#### Exercise:
Gather each line containing the string "that" from these entries.

#### Entries supplied:
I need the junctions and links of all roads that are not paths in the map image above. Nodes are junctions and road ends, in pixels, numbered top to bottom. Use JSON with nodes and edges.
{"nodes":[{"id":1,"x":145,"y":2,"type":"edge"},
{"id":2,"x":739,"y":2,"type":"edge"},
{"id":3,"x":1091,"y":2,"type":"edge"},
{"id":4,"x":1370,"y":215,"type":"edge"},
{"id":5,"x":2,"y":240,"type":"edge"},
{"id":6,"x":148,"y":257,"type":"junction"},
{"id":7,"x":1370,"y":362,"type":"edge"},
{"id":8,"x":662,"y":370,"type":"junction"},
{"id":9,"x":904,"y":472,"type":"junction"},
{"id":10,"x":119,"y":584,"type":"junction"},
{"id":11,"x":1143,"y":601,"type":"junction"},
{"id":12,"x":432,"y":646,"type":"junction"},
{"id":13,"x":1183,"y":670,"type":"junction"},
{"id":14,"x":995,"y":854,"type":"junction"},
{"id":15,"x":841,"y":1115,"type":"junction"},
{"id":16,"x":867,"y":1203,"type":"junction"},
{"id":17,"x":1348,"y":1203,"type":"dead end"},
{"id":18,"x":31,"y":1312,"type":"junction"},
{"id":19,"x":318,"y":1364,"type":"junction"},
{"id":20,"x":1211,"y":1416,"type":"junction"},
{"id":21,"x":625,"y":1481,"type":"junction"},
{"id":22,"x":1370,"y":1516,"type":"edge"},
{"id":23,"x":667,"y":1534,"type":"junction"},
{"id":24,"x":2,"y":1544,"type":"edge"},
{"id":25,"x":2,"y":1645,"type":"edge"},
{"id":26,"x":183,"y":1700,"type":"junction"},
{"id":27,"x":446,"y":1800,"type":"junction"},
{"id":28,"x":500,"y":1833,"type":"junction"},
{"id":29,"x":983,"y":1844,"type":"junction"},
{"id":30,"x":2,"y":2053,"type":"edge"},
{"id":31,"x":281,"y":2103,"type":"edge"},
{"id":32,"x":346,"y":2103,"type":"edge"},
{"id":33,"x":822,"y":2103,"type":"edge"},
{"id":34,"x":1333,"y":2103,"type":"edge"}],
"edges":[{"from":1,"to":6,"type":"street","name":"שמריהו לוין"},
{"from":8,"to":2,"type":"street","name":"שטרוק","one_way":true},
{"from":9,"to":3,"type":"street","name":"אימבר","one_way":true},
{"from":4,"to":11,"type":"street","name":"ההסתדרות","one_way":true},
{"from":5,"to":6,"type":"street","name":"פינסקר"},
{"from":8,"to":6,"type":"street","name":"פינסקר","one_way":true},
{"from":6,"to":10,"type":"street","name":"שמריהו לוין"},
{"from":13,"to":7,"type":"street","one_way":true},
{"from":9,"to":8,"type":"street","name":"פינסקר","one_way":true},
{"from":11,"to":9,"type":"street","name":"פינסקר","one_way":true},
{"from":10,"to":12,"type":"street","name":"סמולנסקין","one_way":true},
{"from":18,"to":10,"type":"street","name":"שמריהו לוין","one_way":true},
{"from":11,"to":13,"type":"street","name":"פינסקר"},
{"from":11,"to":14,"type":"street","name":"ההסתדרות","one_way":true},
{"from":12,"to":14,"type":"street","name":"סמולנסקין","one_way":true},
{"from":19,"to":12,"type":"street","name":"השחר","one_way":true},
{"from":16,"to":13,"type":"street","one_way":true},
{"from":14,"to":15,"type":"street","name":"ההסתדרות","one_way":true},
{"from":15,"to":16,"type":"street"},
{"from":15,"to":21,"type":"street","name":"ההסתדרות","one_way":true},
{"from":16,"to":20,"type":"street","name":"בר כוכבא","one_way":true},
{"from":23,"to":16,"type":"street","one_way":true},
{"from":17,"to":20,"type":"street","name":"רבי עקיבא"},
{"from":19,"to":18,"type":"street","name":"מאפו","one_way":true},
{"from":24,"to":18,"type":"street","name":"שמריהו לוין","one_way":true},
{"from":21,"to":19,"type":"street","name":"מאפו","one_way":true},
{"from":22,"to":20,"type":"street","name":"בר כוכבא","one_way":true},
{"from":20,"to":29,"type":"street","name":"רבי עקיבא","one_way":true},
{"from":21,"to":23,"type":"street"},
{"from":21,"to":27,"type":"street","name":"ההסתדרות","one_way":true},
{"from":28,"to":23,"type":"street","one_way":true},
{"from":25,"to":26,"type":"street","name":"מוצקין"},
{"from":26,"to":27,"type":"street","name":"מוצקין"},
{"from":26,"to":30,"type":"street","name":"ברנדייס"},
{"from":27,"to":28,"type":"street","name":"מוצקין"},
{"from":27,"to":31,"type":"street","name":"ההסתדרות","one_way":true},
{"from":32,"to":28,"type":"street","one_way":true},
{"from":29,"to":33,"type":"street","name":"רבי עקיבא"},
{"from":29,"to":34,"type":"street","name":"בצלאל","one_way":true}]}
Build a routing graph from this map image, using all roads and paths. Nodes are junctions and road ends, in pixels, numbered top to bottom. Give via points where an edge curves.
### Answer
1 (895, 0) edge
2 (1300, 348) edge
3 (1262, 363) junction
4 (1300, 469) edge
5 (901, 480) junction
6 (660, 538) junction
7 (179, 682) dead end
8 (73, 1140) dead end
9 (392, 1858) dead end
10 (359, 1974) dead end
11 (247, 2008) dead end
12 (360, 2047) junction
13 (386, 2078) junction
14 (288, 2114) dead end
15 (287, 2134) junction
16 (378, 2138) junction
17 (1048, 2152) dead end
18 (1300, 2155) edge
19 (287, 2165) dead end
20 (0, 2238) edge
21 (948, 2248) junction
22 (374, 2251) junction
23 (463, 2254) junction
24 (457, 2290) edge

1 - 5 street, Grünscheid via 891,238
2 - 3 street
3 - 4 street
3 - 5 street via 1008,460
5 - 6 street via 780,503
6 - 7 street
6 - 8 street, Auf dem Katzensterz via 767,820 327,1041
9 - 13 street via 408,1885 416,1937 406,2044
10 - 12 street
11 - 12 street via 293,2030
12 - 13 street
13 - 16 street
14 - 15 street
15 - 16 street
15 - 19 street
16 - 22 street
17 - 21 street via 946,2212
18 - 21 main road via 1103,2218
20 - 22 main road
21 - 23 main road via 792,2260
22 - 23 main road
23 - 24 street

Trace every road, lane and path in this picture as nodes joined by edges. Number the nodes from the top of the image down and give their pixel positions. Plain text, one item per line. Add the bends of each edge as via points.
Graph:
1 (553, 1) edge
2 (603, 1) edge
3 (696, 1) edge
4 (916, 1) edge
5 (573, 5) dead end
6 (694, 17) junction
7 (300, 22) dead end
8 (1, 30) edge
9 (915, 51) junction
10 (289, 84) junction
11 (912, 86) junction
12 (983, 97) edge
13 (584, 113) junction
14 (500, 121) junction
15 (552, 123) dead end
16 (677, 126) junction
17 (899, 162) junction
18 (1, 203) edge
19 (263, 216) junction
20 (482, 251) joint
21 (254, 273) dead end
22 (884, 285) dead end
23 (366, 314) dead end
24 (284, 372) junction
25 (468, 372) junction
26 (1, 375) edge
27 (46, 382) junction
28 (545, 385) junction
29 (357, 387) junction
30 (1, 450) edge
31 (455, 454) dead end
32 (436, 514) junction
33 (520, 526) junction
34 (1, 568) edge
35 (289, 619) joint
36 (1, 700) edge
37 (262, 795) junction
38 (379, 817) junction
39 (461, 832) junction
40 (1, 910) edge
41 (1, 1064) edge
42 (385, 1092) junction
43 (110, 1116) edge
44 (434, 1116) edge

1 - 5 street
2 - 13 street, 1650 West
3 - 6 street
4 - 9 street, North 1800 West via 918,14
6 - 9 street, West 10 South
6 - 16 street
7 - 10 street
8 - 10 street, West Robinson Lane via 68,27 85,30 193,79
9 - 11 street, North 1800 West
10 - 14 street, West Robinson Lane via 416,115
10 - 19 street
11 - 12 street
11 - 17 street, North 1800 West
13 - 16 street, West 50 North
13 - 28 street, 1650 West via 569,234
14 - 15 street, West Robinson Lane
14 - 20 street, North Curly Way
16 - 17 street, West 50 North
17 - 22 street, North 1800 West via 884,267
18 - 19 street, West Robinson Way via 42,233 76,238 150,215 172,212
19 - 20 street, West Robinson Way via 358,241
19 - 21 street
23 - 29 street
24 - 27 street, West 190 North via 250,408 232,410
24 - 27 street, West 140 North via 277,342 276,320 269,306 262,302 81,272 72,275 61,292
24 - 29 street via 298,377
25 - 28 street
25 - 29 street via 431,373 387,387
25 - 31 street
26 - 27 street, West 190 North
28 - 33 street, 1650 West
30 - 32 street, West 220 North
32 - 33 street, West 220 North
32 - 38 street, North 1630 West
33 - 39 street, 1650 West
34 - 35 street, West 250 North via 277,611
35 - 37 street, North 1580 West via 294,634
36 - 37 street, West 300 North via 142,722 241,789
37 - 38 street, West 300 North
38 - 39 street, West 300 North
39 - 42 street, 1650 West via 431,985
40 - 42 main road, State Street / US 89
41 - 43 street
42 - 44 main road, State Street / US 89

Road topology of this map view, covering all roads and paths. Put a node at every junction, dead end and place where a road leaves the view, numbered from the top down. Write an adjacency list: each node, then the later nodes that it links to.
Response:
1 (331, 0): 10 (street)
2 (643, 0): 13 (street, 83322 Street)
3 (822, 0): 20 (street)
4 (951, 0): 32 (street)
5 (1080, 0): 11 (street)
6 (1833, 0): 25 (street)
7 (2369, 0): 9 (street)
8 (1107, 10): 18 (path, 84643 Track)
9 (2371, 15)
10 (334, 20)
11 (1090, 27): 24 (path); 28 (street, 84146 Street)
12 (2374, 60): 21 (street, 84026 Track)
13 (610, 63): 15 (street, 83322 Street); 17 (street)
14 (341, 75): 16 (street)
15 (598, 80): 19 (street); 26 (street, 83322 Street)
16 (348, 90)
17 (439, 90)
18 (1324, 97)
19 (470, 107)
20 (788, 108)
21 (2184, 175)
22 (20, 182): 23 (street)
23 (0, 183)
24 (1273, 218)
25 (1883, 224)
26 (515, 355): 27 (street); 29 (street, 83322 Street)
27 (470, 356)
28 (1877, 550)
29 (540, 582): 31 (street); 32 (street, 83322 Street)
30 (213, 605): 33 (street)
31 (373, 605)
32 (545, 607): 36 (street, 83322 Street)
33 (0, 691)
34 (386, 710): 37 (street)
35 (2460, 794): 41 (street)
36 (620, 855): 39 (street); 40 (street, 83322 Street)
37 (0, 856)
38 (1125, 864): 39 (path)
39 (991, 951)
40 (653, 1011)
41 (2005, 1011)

#### Exercise output:
I need the junctions and links of all roads that are not paths in the map image above. Nodes are junctions and road ends, in pixels, numbered top to bottom. Use JSON with nodes and edges.
Road topology of this map view, covering all roads and paths. Put a node at every junction, dead end and place where a road leaves the view, numbered from the top down. Write an adjacency list: each node, then the later nodes that it links to.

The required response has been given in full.